(ASSIGNMENT) Where a line below carries the word "linecap", include it in the count, then give the count alone.
═════ PROVIDED DATA ═════
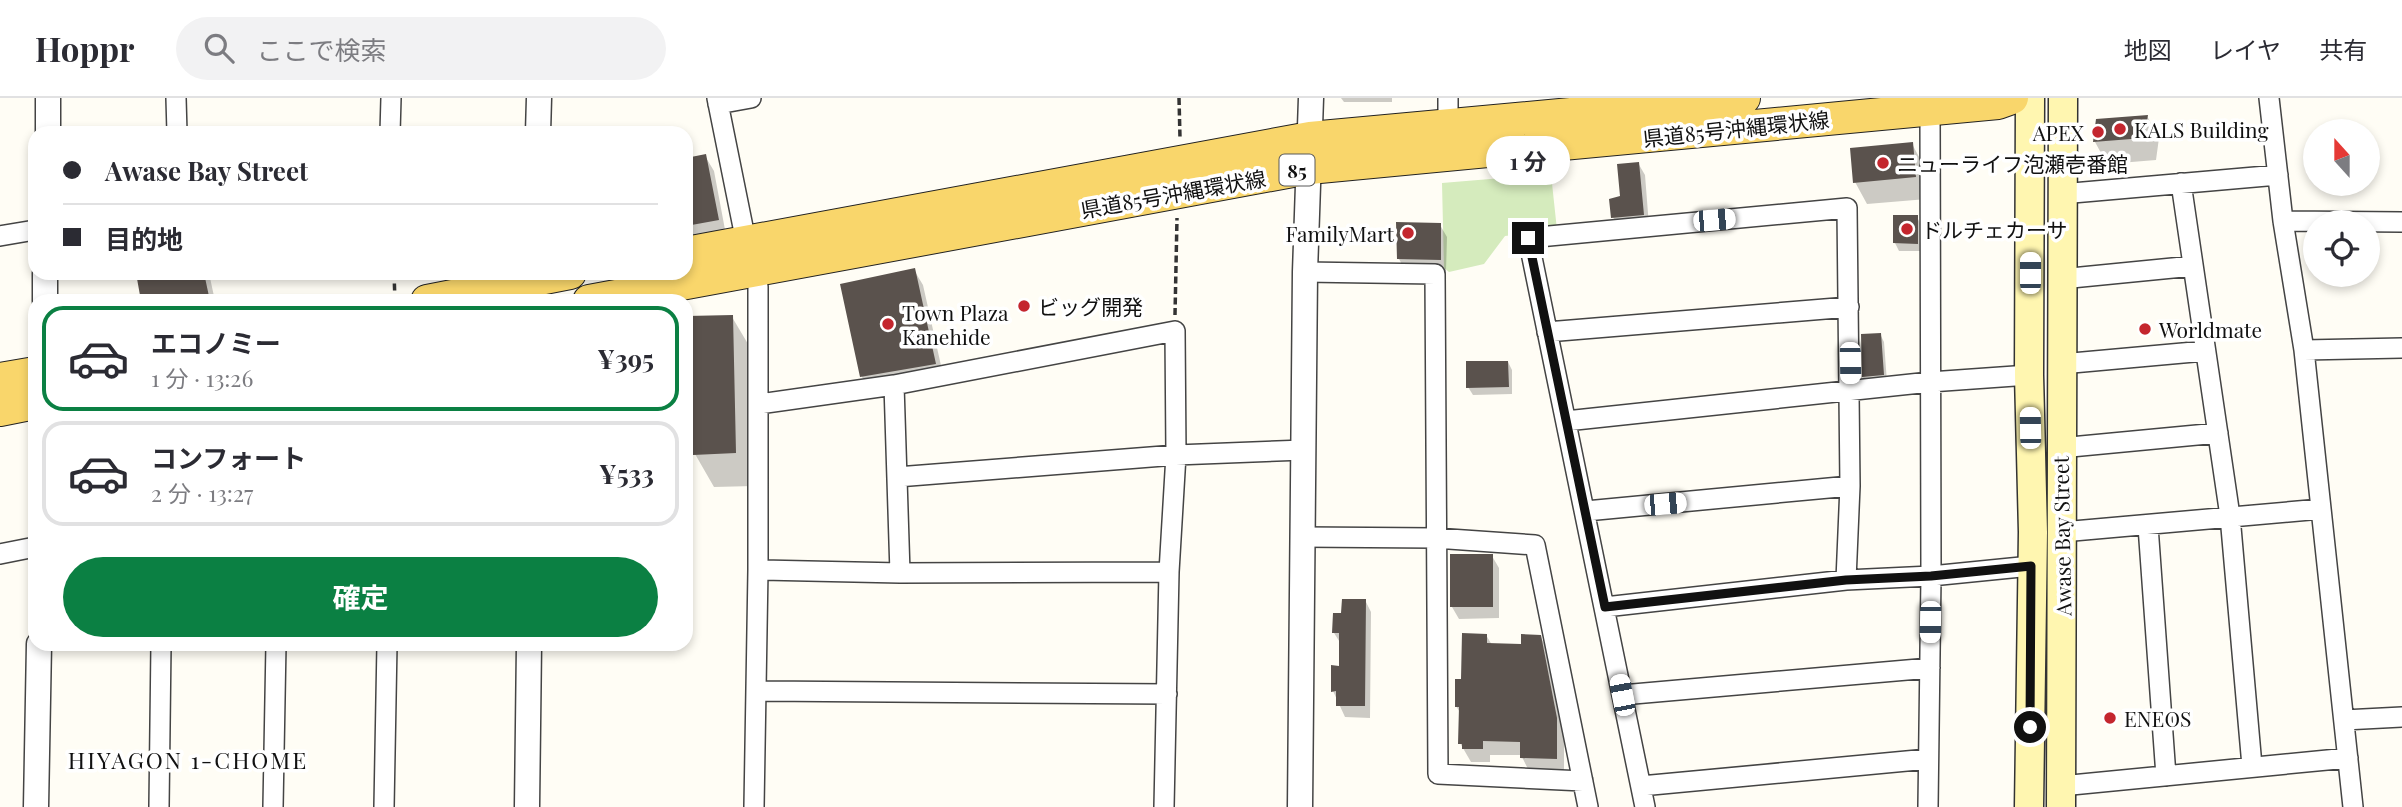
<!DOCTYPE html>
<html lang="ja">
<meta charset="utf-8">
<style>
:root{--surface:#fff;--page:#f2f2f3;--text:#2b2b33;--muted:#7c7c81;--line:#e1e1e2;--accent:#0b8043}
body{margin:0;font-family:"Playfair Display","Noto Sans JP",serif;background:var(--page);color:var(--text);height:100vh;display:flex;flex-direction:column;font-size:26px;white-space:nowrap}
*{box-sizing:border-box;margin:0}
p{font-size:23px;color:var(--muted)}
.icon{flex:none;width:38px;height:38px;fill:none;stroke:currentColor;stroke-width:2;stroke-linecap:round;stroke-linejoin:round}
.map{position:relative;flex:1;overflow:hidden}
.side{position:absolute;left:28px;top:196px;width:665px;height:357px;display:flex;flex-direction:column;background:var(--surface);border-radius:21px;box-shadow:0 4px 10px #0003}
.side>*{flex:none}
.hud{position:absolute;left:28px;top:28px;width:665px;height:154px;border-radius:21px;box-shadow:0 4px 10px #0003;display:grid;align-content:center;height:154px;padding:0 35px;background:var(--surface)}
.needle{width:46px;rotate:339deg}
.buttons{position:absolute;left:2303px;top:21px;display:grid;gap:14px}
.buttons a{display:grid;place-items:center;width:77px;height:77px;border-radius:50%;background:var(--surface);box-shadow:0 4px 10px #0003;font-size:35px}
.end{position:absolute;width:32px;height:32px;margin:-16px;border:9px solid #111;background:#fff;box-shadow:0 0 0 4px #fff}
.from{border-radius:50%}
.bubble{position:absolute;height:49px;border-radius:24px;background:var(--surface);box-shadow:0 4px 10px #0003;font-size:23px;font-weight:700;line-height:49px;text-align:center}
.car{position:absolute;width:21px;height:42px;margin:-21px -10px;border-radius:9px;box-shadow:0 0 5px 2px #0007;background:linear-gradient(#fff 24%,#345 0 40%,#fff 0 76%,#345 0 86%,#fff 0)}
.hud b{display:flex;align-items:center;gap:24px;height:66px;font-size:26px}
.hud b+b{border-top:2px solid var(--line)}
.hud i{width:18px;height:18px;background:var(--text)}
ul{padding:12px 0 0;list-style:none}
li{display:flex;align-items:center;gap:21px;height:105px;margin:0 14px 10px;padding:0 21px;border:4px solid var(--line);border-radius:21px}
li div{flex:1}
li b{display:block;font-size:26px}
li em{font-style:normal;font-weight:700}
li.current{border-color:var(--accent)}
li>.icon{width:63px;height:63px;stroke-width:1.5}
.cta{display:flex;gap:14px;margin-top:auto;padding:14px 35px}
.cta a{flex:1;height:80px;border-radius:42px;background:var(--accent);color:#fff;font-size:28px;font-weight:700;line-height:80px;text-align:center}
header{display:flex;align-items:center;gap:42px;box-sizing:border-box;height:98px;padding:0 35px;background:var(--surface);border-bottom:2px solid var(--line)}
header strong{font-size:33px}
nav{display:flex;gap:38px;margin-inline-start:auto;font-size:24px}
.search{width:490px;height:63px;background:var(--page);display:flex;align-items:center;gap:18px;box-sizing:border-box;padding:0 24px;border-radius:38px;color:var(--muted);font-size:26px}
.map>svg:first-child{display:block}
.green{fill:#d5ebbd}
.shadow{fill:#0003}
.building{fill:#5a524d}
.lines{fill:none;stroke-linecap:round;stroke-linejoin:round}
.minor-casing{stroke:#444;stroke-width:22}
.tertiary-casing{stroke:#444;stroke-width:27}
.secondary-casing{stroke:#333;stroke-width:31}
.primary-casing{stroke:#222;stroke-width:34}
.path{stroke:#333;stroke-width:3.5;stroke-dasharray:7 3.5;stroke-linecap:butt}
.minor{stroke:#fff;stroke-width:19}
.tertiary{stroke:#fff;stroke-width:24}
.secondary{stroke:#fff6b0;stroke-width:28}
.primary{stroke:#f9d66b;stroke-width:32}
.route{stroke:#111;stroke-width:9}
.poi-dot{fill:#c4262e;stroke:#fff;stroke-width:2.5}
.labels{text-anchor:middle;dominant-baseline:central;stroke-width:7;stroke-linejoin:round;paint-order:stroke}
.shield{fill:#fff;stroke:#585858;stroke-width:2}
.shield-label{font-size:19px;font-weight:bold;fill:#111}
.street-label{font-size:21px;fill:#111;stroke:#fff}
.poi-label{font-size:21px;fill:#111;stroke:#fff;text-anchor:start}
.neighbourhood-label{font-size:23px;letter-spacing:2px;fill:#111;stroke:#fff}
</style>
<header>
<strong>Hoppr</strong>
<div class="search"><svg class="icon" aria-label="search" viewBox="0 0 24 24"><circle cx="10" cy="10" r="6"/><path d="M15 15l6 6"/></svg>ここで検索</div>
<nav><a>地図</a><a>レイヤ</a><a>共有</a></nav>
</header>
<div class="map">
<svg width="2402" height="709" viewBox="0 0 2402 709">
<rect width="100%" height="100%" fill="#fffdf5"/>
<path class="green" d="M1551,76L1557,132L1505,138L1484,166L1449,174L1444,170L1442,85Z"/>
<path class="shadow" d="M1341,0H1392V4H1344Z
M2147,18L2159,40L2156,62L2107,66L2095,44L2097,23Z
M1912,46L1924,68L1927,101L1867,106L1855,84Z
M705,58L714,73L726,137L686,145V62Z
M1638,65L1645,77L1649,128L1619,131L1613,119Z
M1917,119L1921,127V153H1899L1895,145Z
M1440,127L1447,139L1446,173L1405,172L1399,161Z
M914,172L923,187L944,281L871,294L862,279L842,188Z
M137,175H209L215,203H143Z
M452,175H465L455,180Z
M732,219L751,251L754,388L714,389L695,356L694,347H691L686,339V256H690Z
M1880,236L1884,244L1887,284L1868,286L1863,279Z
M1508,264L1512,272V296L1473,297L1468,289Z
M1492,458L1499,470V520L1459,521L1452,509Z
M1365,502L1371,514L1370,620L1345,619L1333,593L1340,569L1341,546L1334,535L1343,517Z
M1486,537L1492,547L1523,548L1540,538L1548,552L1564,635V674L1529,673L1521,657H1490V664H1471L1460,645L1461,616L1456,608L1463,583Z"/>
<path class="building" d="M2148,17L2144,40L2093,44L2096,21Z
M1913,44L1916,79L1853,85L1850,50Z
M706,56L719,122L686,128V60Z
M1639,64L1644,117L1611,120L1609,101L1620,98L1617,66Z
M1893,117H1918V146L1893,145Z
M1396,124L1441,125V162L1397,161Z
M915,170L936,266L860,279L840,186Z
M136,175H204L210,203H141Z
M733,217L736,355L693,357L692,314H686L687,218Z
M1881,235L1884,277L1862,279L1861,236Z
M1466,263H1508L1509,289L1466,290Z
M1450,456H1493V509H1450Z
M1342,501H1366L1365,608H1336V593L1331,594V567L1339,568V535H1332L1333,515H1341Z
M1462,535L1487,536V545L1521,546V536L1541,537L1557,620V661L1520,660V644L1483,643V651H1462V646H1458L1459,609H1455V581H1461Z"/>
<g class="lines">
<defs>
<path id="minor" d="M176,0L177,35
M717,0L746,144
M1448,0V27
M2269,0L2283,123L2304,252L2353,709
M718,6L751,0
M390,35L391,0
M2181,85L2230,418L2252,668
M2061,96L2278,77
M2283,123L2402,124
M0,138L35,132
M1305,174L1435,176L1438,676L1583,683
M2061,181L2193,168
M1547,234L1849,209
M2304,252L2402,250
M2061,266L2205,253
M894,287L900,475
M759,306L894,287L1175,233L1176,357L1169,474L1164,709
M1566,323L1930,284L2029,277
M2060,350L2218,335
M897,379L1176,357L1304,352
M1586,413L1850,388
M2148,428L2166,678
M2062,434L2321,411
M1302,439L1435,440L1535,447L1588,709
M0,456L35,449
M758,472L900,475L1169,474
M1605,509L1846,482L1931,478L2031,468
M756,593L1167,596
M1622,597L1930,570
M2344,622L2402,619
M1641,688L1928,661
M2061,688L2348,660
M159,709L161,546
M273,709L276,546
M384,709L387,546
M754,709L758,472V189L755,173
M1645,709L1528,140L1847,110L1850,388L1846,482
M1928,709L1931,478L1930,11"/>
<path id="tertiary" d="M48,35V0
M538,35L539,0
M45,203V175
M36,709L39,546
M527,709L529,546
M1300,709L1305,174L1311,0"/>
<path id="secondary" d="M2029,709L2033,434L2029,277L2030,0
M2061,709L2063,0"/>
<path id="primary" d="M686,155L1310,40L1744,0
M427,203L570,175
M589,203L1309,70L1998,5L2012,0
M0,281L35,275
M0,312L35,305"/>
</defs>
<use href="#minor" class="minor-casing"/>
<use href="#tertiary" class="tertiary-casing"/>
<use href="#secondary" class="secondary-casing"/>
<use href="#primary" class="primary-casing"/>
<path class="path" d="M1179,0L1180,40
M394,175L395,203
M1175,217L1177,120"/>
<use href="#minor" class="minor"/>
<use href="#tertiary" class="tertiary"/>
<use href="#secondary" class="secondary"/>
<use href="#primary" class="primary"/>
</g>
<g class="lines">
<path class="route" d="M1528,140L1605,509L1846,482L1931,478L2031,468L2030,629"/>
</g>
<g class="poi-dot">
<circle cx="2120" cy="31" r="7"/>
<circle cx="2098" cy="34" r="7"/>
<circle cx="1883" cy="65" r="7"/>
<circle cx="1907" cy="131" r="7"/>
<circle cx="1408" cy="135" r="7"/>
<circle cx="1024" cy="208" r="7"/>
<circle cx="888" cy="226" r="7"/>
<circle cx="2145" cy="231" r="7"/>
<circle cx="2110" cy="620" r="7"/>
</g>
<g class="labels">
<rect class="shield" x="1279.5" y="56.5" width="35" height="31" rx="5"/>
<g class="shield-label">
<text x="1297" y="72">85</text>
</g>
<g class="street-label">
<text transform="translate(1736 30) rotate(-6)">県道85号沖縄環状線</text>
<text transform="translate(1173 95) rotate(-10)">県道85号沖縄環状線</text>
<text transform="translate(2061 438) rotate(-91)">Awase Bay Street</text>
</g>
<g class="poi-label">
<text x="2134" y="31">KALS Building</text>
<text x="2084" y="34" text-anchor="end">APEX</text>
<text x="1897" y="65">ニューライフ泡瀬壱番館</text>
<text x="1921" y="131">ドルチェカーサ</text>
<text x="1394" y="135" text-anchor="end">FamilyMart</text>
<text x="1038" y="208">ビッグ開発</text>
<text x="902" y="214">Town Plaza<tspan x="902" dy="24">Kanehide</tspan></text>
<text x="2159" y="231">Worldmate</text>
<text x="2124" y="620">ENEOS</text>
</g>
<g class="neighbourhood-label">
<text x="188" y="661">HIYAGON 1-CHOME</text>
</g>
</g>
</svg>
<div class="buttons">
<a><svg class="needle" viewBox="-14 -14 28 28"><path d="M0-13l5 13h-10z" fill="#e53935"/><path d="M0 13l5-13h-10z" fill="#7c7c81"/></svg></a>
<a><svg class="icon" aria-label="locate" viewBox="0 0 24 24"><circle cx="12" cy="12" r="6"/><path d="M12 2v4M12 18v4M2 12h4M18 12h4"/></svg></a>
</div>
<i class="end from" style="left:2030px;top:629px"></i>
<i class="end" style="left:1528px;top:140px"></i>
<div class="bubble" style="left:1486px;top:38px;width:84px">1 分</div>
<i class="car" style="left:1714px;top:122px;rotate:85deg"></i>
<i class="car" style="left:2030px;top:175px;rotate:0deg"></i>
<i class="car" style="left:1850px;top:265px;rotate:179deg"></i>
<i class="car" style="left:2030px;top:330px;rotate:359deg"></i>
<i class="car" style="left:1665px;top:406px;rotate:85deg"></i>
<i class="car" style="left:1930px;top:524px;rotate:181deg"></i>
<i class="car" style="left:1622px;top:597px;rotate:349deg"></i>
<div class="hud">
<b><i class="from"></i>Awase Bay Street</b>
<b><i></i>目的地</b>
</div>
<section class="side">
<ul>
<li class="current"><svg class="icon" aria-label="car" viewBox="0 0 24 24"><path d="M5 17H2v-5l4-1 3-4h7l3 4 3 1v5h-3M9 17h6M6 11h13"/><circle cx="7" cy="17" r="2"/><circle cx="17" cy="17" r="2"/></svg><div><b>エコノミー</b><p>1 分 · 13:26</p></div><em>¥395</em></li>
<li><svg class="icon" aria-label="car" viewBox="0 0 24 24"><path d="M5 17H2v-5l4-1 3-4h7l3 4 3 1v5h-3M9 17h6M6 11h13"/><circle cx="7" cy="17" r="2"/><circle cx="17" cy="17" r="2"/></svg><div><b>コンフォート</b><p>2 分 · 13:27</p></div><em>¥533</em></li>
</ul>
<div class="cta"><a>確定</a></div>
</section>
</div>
═════
(PROBLEM SOLUTION) 3